■ **Record set**:
Segment Open
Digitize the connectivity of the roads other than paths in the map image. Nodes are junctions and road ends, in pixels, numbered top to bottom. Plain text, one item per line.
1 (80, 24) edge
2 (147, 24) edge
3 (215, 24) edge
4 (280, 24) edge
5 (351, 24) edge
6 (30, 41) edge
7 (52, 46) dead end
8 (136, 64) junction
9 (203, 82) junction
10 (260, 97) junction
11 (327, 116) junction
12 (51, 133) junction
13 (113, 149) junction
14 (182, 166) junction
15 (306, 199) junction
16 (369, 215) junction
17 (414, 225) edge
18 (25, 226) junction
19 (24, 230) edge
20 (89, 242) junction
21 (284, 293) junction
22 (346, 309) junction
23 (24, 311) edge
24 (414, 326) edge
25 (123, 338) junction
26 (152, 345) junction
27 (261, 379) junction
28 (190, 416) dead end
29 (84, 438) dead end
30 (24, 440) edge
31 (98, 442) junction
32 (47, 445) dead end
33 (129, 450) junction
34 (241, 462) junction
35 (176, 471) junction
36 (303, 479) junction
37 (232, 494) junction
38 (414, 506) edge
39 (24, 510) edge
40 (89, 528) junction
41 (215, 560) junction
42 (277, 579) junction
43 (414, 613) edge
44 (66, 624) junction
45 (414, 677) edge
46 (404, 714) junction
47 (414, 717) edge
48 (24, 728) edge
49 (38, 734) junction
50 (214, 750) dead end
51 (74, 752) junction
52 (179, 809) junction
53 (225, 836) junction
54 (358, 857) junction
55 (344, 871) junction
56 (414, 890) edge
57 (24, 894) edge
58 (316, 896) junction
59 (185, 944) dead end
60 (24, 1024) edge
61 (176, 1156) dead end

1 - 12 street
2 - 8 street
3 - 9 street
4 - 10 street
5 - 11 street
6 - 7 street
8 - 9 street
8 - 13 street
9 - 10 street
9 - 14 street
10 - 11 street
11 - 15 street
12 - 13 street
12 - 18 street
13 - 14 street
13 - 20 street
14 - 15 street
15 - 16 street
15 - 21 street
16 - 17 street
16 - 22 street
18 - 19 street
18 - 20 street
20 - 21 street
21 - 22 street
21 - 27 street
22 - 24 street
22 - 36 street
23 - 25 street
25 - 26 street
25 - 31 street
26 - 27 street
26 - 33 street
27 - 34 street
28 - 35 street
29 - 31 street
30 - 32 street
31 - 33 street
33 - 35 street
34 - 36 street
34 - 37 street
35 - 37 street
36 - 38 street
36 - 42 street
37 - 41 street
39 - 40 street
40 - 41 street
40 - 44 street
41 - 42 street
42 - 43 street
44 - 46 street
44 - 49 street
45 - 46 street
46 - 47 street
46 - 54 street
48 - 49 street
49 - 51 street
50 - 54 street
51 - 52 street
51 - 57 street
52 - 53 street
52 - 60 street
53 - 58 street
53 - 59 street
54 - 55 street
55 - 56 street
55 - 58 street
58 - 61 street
Segment Closed
■ **Task brief**: All lines in the listing above that contain "dead" should be shown.

■ **Task response**:
7 (52, 46) dead end
28 (190, 416) dead end
29 (84, 438) dead end
32 (47, 445) dead end
50 (214, 750) dead end
59 (185, 944) dead end
61 (176, 1156) dead end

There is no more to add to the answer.